====== Task data
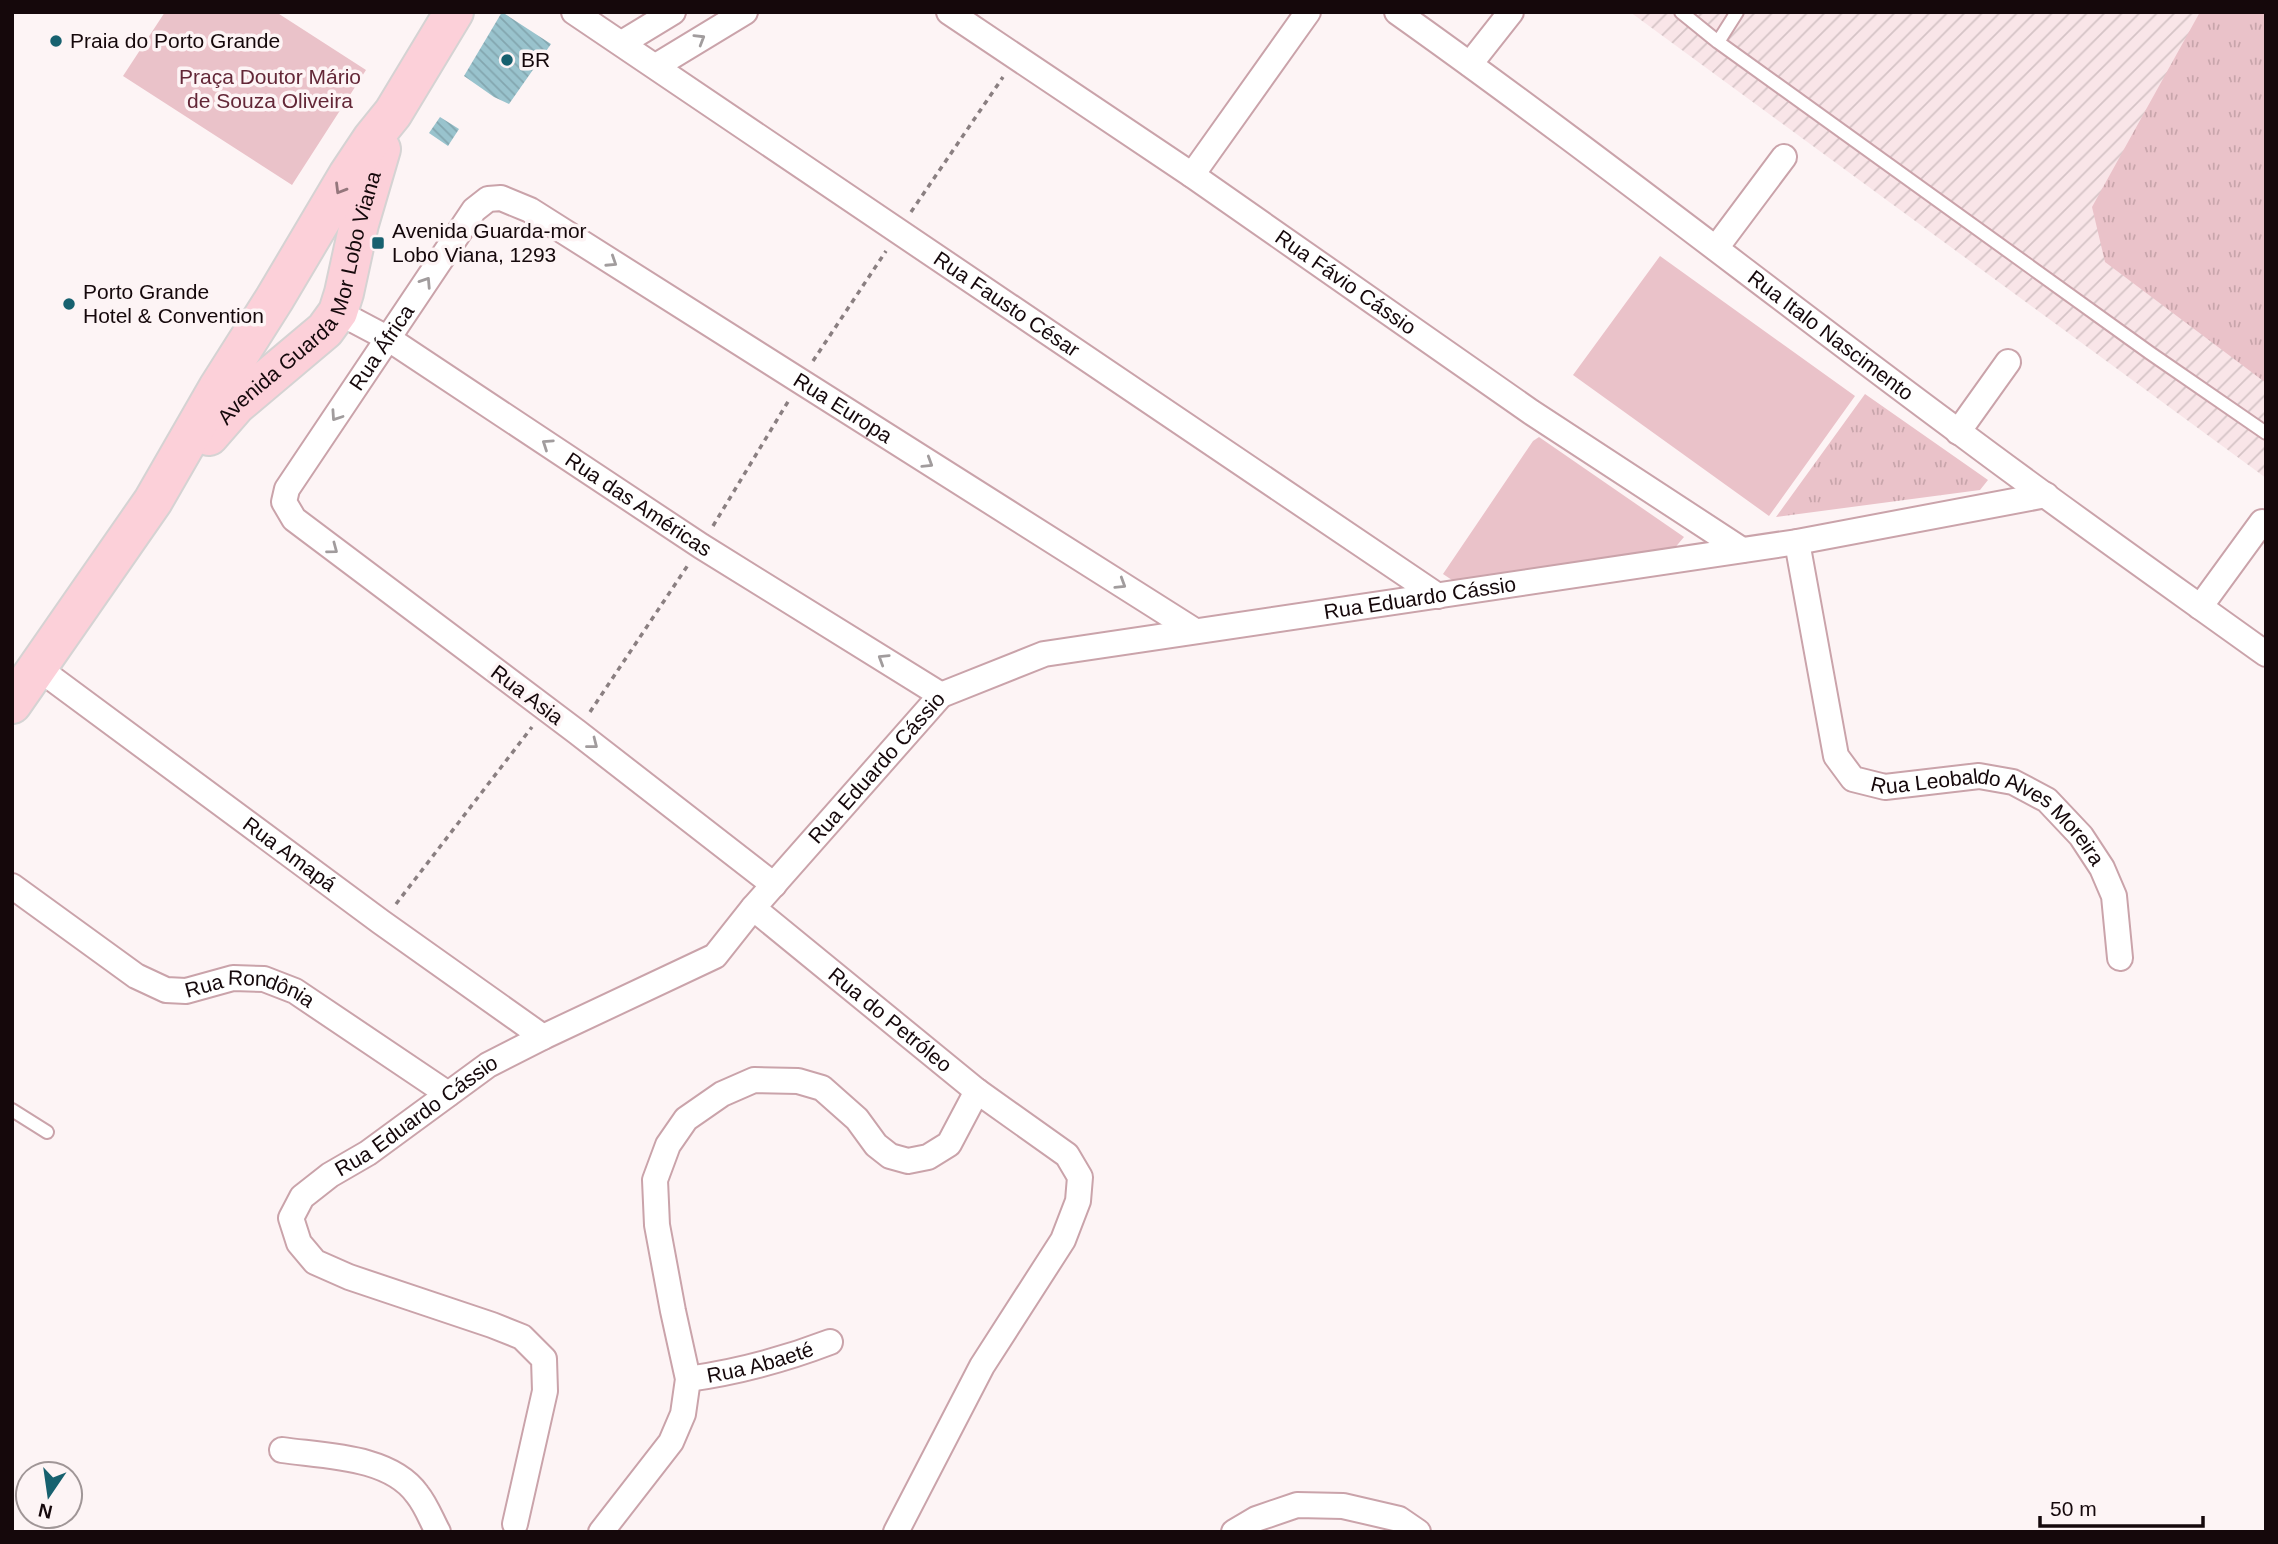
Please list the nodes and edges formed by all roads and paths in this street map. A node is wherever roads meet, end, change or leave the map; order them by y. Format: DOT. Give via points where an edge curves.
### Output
graph roads {
  1 [pos="454,12"];
  2 [pos="574,12"];
  3 [pos="673,12"];
  4 [pos="745,12"];
  5 [pos="949,12"];
  6 [pos="1308,12"];
  7 [pos="1397,12"];
  8 [pos="1511,12"];
  9 [pos="1681,12"];
  10 [pos="1737,12"];
  11 [pos="1718,42"];
  12 [pos="622,43"];
  13 [pos="1470,64"];
  14 [pos="656,66"];
  15 [pos="393,113"];
  16 [pos="1784,157"];
  17 [pos="1192,174"];
  18 [pos="488,199"];
  19 [pos="1716,248"];
  20 [pos="284,284"];
  21 [pos="336,312"];
  22 [pos="389,340"];
  23 [pos="2008,362"];
  24 [pos="1958,432"];
  25 [pos="2266,433"];
  26 [pos="2046,495"];
  27 [pos="153,501"];
  28 [pos="284,502"];
  29 [pos="2262,522"];
  30 [pos="1797,542"];
  31 [pos="1742,550"];
  32 [pos="1438,596"];
  33 [pos="2200,607"];
  34 [pos="1195,631"];
  35 [pos="2266,654"];
  36 [pos="38,668"];
  37 [pos="941,695"];
  38 [pos="12,704"];
  39 [pos="546,709"];
  40 [pos="774,885"];
  41 [pos="12,886"];
  42 [pos="753,908"];
  43 [pos="381,922"];
  44 [pos="2120,958"];
  45 [pos="543,1037"];
  46 [pos="977,1091"];
  47 [pos="448,1094"];
  48 [pos="12,1110"];
  49 [pos="47,1132"];
  50 [pos="830,1342"];
  51 [pos="688,1379"];
  52 [pos="282,1450"];
  53 [pos="515,1524"];
  54 [pos="438,1532"];
  55 [pos="601,1532"];
  56 [pos="895,1532"];
  57 [pos="1234,1532"];
  58 [pos="1418,1532"];
  1 -- 15 [label="main road, Avenida Guarda Mor Lobo Viana"];
  2 -- 12 [label="street, Rua Fausto César"];
  3 -- 12 [label="street"];
  14 -- 4 [label="street, one-way"];
  5 -- 17 [label="street, Rua Fávio Cássio"];
  6 -- 17 [label="street"];
  7 -- 13 [label="street, Rua Italo Nascimento"];
  8 -- 13 [label="street"];
  9 -- 11 [label="lane"];
  10 -- 11 [label="lane"];
  11 -- 25 [label="lane"];
  12 -- 14 [label="street, Rua Fausto César"];
  13 -- 19 [label="street, Rua Italo Nascimento"];
  14 -- 32 [label="street, Rua Fausto César"];
  15 -- 20 [label="main road, Avenida Guarda Mor Lobo Viana, one-way" via="348,175"];
  15 -- 21 [label="main road, Avenida Guarda Mor Lobo Viana"];
  16 -- 19 [label="street"];
  17 -- 31 [label="street, Rua Fávio Cássio" via="1531,412"];
  22 -- 18 [label="street, Rua África, one-way" via="474,210"];
  18 -- 34 [label="street, Rua Europa, one-way" via="502,198 530,210"];
  19 -- 24 [label="street, Rua Italo Nascimento"];
  20 -- 21 [label="main road" via="322,276"];
  20 -- 21 [label="main road" via="285,313 307,327"];
  20 -- 27 [label="main road, Avenida Guarda Mor Lobo Viana"];
  21 -- 22 [label="street, Rua das Américas"];
  21 -- 27 [label="main road, Avenida Guarda Mor Lobo Viana" via="236,405"];
  22 -- 28 [label="street, Rua África, one-way" via="287,489"];
  37 -- 22 [label="street, Rua das Américas, one-way" via="701,546"];
  23 -- 24 [label="street"];
  24 -- 26 [label="street, Rua Italo Nascimento"];
  26 -- 30 [label="street, Rua Eduardo Cássio"];
  26 -- 33 [label="street, Rua Italo Nascimento"];
  27 -- 36 [label="main road, Avenida Guarda Mor Lobo Viana"];
  28 -- 39 [label="street, Rua Asia, one-way" via="294,519"];
  29 -- 33 [label="street"];
  30 -- 31 [label="street, Rua Eduardo Cássio"];
  30 -- 44 [label="street, Rua Leobaldo Alves Moreira" via="1836,756 1853,779 1885,788 1979,776 2013,782 2047,800 2081,836 2102,868 2114,896"];
  31 -- 32 [label="street, Rua Eduardo Cássio"];
  32 -- 34 [label="street, Rua Eduardo Cássio"];
  33 -- 35 [label="street, Rua Italo Nascimento"];
  34 -- 37 [label="street, Rua Eduardo Cássio" via="1044,654"];
  36 -- 38 [label="main road, Avenida Guarda Mor Lobo Viana"];
  36 -- 43 [label="street, Rua Amapá"];
  37 -- 40 [label="street, Rua Eduardo Cássio"];
  39 -- 40 [label="street, Rua Asia, one-way"];
  39 -- 43 [label="path"];
  40 -- 42 [label="street, Rua Eduardo Cássio"];
  41 -- 47 [label="street, Rua Rondônia" via="136,976 166,990 186,991 233,978 264,979 295,991"];
  42 -- 45 [label="street, Rua Eduardo Cássio" via="715,956"];
  42 -- 46 [label="street, Rua do Petróleo"];
  43 -- 45 [label="street, Rua Amapá"];
  45 -- 47 [label="street, Rua Eduardo Cássio" via="488,1065"];
  46 -- 51 [label="street" via="949,1144 928,1157 908,1161 890,1156 876,1145 857,1119 822,1088 798,1081 754,1080 722,1094 686,1119 668,1145 655,1180 657,1225"];
  46 -- 56 [label="street, Rua do Petróleo" via="1067,1156 1080,1177 1078,1200 1063,1240 982,1367"];
  47 -- 53 [label="street, Rua Eduardo Cássio" via="330,1175 302,1197 290,1218 299,1243 315,1262 522,1337 544,1359 545,1391"];
  48 -- 49 [label="lane"];
  50 -- 51 [label="street, Rua Abaeté" via="786,1359"];
  51 -- 55 [label="street" via="684,1414 671,1442"];
  52 -- 54 [label="street" via="361,1461 403,1478 418,1494"];
  57 -- 58 [label="street" via="1255,1519 1297,1505 1342,1506 1399,1519"];
}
============
Goal of the exercise: Would you retype the listing above exactly, omitting its pictures?

Response area:
Please list the nodes and edges formed by all roads and paths in this street map. A node is wherever roads meet, end, change or leave the map; order them by y. Format: DOT. Give via points where an edge curves.
### Output
graph roads {
  1 [pos="454,12"];
  2 [pos="574,12"];
  3 [pos="673,12"];
  4 [pos="745,12"];
  5 [pos="949,12"];
  6 [pos="1308,12"];
  7 [pos="1397,12"];
  8 [pos="1511,12"];
  9 [pos="1681,12"];
  10 [pos="1737,12"];
  11 [pos="1718,42"];
  12 [pos="622,43"];
  13 [pos="1470,64"];
  14 [pos="656,66"];
  15 [pos="393,113"];
  16 [pos="1784,157"];
  17 [pos="1192,174"];
  18 [pos="488,199"];
  19 [pos="1716,248"];
  20 [pos="284,284"];
  21 [pos="336,312"];
  22 [pos="389,340"];
  23 [pos="2008,362"];
  24 [pos="1958,432"];
  25 [pos="2266,433"];
  26 [pos="2046,495"];
  27 [pos="153,501"];
  28 [pos="284,502"];
  29 [pos="2262,522"];
  30 [pos="1797,542"];
  31 [pos="1742,550"];
  32 [pos="1438,596"];
  33 [pos="2200,607"];
  34 [pos="1195,631"];
  35 [pos="2266,654"];
  36 [pos="38,668"];
  37 [pos="941,695"];
  38 [pos="12,704"];
  39 [pos="546,709"];
  40 [pos="774,885"];
  41 [pos="12,886"];
  42 [pos="753,908"];
  43 [pos="381,922"];
  44 [pos="2120,958"];
  45 [pos="543,1037"];
  46 [pos="977,1091"];
  47 [pos="448,1094"];
  48 [pos="12,1110"];
  49 [pos="47,1132"];
  50 [pos="830,1342"];
  51 [pos="688,1379"];
  52 [pos="282,1450"];
  53 [pos="515,1524"];
  54 [pos="438,1532"];
  55 [pos="601,1532"];
  56 [pos="895,1532"];
  57 [pos="1234,1532"];
  58 [pos="1418,1532"];
  1 -- 15 [label="main road, Avenida Guarda Mor Lobo Viana"];
  2 -- 12 [label="street, Rua Fausto César"];
  3 -- 12 [label="street"];
  14 -- 4 [label="street, one-way"];
  5 -- 17 [label="street, Rua Fávio Cássio"];
  6 -- 17 [label="street"];
  7 -- 13 [label="street, Rua Italo Nascimento"];
  8 -- 13 [label="street"];
  9 -- 11 [label="lane"];
  10 -- 11 [label="lane"];
  11 -- 25 [label="lane"];
  12 -- 14 [label="street, Rua Fausto César"];
  13 -- 19 [label="street, Rua Italo Nascimento"];
  14 -- 32 [label="street, Rua Fausto César"];
  15 -- 20 [label="main road, Avenida Guarda Mor Lobo Viana, one-way" via="348,175"];
  15 -- 21 [label="main road, Avenida Guarda Mor Lobo Viana"];
  16 -- 19 [label="street"];
  17 -- 31 [label="street, Rua Fávio Cássio" via="1531,412"];
  22 -- 18 [label="street, Rua África, one-way" via="474,210"];
  18 -- 34 [label="street, Rua Europa, one-way" via="502,198 530,210"];
  19 -- 24 [label="street, Rua Italo Nascimento"];
  20 -- 21 [label="main road" via="322,276"];
  20 -- 21 [label="main road" via="285,313 307,327"];
  20 -- 27 [label="main road, Avenida Guarda Mor Lobo Viana"];
  21 -- 22 [label="street, Rua das Américas"];
  21 -- 27 [label="main road, Avenida Guarda Mor Lobo Viana" via="236,405"];
  22 -- 28 [label="street, Rua África, one-way" via="287,489"];
  37 -- 22 [label="street, Rua das Américas, one-way" via="701,546"];
  23 -- 24 [label="street"];
  24 -- 26 [label="street, Rua Italo Nascimento"];
  26 -- 30 [label="street, Rua Eduardo Cássio"];
  26 -- 33 [label="street, Rua Italo Nascimento"];
  27 -- 36 [label="main road, Avenida Guarda Mor Lobo Viana"];
  28 -- 39 [label="street, Rua Asia, one-way" via="294,519"];
  29 -- 33 [label="street"];
  30 -- 31 [label="street, Rua Eduardo Cássio"];
  30 -- 44 [label="street, Rua Leobaldo Alves Moreira" via="1836,756 1853,779 1885,788 1979,776 2013,782 2047,800 2081,836 2102,868 2114,896"];
  31 -- 32 [label="street, Rua Eduardo Cássio"];
  32 -- 34 [label="street, Rua Eduardo Cássio"];
  33 -- 35 [label="street, Rua Italo Nascimento"];
  34 -- 37 [label="street, Rua Eduardo Cássio" via="1044,654"];
  36 -- 38 [label="main road, Avenida Guarda Mor Lobo Viana"];
  36 -- 43 [label="street, Rua Amapá"];
  37 -- 40 [label="street, Rua Eduardo Cássio"];
  39 -- 40 [label="street, Rua Asia, one-way"];
  39 -- 43 [label="path"];
  40 -- 42 [label="street, Rua Eduardo Cássio"];
  41 -- 47 [label="street, Rua Rondônia" via="136,976 166,990 186,991 233,978 264,979 295,991"];
  42 -- 45 [label="street, Rua Eduardo Cássio" via="715,956"];
  42 -- 46 [label="street, Rua do Petróleo"];
  43 -- 45 [label="street, Rua Amapá"];
  45 -- 47 [label="street, Rua Eduardo Cássio" via="488,1065"];
  46 -- 51 [label="street" via="949,1144 928,1157 908,1161 890,1156 876,1145 857,1119 822,1088 798,1081 754,1080 722,1094 686,1119 668,1145 655,1180 657,1225"];
  46 -- 56 [label="street, Rua do Petróleo" via="1067,1156 1080,1177 1078,1200 1063,1240 982,1367"];
  47 -- 53 [label="street, Rua Eduardo Cássio" via="330,1175 302,1197 290,1218 299,1243 315,1262 522,1337 544,1359 545,1391"];
  48 -- 49 [label="lane"];
  50 -- 51 [label="street, Rua Abaeté" via="786,1359"];
  51 -- 55 [label="street" via="684,1414 671,1442"];
  52 -- 54 [label="street" via="361,1461 403,1478 418,1494"];
  57 -- 58 [label="street" via="1255,1519 1297,1505 1342,1506 1399,1519"];
}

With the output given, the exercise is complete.